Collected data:
◇ ◇ ◇
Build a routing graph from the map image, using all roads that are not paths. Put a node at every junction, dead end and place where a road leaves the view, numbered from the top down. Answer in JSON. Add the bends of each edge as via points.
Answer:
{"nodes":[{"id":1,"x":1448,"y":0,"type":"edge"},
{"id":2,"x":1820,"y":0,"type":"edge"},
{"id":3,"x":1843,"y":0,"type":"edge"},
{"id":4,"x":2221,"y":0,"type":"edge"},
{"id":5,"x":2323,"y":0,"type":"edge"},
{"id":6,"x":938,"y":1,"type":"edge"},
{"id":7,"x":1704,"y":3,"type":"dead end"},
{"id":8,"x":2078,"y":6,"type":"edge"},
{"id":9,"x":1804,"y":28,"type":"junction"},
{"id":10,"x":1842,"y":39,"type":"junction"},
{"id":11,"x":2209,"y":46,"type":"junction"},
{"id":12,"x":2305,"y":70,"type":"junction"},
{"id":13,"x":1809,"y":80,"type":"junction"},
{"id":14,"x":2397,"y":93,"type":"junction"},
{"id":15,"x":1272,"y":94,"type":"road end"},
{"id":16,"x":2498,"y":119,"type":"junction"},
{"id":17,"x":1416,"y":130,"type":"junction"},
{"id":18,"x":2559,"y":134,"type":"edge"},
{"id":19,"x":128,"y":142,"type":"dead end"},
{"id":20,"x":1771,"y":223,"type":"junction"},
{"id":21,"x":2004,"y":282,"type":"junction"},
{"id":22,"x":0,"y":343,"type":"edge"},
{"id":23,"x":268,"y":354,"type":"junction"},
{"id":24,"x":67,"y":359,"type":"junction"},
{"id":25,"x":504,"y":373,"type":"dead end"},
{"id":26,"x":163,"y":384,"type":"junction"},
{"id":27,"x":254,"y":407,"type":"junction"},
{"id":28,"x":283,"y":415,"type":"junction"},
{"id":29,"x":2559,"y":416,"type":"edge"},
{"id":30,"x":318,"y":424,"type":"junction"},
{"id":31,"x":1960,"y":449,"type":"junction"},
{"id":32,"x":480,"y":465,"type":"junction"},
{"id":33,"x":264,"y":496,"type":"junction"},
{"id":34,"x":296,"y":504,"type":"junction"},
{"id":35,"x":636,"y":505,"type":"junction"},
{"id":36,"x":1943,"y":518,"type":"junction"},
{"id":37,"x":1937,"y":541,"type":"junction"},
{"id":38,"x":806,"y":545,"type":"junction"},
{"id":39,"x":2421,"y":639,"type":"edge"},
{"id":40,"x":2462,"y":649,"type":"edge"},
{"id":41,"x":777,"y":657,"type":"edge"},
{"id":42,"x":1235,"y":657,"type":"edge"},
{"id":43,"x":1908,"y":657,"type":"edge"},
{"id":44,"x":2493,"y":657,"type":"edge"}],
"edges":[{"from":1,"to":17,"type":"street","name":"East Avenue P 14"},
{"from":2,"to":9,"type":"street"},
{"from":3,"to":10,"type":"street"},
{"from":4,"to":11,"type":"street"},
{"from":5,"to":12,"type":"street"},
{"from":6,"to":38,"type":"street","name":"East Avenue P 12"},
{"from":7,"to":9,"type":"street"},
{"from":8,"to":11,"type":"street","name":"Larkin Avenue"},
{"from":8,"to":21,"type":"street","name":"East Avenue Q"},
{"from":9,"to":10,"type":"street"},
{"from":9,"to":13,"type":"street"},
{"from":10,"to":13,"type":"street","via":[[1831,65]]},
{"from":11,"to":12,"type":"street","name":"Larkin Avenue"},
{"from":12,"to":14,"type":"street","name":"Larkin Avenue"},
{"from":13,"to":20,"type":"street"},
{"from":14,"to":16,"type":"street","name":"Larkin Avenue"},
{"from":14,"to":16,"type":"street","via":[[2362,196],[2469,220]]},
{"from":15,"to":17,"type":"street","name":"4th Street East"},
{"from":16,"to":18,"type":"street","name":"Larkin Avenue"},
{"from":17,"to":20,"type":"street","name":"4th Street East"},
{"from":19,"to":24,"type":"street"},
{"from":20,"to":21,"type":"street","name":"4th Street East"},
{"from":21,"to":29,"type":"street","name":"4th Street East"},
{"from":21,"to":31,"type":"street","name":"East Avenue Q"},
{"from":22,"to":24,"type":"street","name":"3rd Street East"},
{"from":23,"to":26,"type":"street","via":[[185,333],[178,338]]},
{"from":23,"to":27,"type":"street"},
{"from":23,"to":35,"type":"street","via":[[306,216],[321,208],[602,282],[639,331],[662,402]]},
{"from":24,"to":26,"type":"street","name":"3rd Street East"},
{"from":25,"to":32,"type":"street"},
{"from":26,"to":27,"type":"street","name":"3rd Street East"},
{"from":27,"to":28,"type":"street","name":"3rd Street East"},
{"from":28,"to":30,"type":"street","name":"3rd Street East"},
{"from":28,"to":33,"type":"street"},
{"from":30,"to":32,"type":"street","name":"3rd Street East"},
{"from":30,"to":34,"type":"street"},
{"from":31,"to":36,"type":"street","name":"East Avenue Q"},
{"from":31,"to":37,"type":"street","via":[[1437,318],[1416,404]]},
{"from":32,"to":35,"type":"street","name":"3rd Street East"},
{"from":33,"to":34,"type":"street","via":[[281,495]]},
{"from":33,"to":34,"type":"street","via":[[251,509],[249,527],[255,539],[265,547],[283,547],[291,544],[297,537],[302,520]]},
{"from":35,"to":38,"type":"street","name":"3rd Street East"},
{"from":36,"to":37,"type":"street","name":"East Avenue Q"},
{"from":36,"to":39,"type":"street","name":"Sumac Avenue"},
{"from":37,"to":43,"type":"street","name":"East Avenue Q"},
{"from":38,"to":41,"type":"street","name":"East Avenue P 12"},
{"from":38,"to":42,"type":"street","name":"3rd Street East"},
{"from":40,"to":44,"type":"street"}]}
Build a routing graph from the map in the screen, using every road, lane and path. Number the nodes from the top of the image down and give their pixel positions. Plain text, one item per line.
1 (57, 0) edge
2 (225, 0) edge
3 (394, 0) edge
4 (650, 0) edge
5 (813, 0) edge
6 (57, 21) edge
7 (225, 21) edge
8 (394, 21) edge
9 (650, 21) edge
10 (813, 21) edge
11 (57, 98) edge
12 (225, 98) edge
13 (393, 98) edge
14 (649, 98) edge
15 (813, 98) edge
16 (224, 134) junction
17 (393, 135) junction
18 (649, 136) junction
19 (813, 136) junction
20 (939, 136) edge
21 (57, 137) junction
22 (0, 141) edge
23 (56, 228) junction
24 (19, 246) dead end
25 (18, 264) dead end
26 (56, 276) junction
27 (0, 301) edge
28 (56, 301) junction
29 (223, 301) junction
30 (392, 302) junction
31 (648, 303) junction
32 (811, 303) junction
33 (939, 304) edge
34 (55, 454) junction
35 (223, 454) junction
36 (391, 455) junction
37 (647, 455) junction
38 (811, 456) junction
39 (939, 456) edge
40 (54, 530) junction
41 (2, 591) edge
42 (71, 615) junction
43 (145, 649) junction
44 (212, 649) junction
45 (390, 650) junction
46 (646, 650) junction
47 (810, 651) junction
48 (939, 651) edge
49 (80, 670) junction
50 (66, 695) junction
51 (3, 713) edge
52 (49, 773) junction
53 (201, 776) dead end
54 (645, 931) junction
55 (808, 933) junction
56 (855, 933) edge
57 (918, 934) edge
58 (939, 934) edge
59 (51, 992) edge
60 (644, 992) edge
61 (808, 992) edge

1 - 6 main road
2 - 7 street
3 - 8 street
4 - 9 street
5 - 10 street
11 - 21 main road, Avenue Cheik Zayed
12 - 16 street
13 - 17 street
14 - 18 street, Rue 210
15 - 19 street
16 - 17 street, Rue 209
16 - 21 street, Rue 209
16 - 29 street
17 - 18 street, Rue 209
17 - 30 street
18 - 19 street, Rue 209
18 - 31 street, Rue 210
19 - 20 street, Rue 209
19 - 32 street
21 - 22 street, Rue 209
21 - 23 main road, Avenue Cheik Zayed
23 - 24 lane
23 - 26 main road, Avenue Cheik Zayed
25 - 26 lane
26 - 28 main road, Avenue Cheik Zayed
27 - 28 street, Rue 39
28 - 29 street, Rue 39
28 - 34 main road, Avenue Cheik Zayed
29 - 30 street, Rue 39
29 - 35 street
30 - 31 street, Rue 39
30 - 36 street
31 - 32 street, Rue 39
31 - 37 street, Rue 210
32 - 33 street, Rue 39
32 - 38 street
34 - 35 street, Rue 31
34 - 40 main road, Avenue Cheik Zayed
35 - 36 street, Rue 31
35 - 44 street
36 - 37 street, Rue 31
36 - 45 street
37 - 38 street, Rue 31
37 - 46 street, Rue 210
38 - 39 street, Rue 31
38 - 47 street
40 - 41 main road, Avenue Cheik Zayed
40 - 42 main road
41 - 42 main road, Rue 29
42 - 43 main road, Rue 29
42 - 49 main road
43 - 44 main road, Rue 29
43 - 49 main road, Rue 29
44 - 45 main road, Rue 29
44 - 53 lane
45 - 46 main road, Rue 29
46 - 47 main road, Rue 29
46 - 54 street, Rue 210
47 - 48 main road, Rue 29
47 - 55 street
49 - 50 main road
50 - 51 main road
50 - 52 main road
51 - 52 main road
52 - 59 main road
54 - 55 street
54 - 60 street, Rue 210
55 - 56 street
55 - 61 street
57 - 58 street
◇ ◇ ◇
__Problem to solve__. Lines that include the word "down" are to be extracted from the data above.

__Expected answer__.
Build a routing graph from the map image, using all roads that are not paths. Put a node at every junction, dead end and place where a road leaves the view, numbered from the top down. Answer in JSON. Add the bends of each edge as via points.
Build a routing graph from the map in the screen, using every road, lane and path. Number the nodes from the top of the image down and give their pixel positions. Plain text, one item per line.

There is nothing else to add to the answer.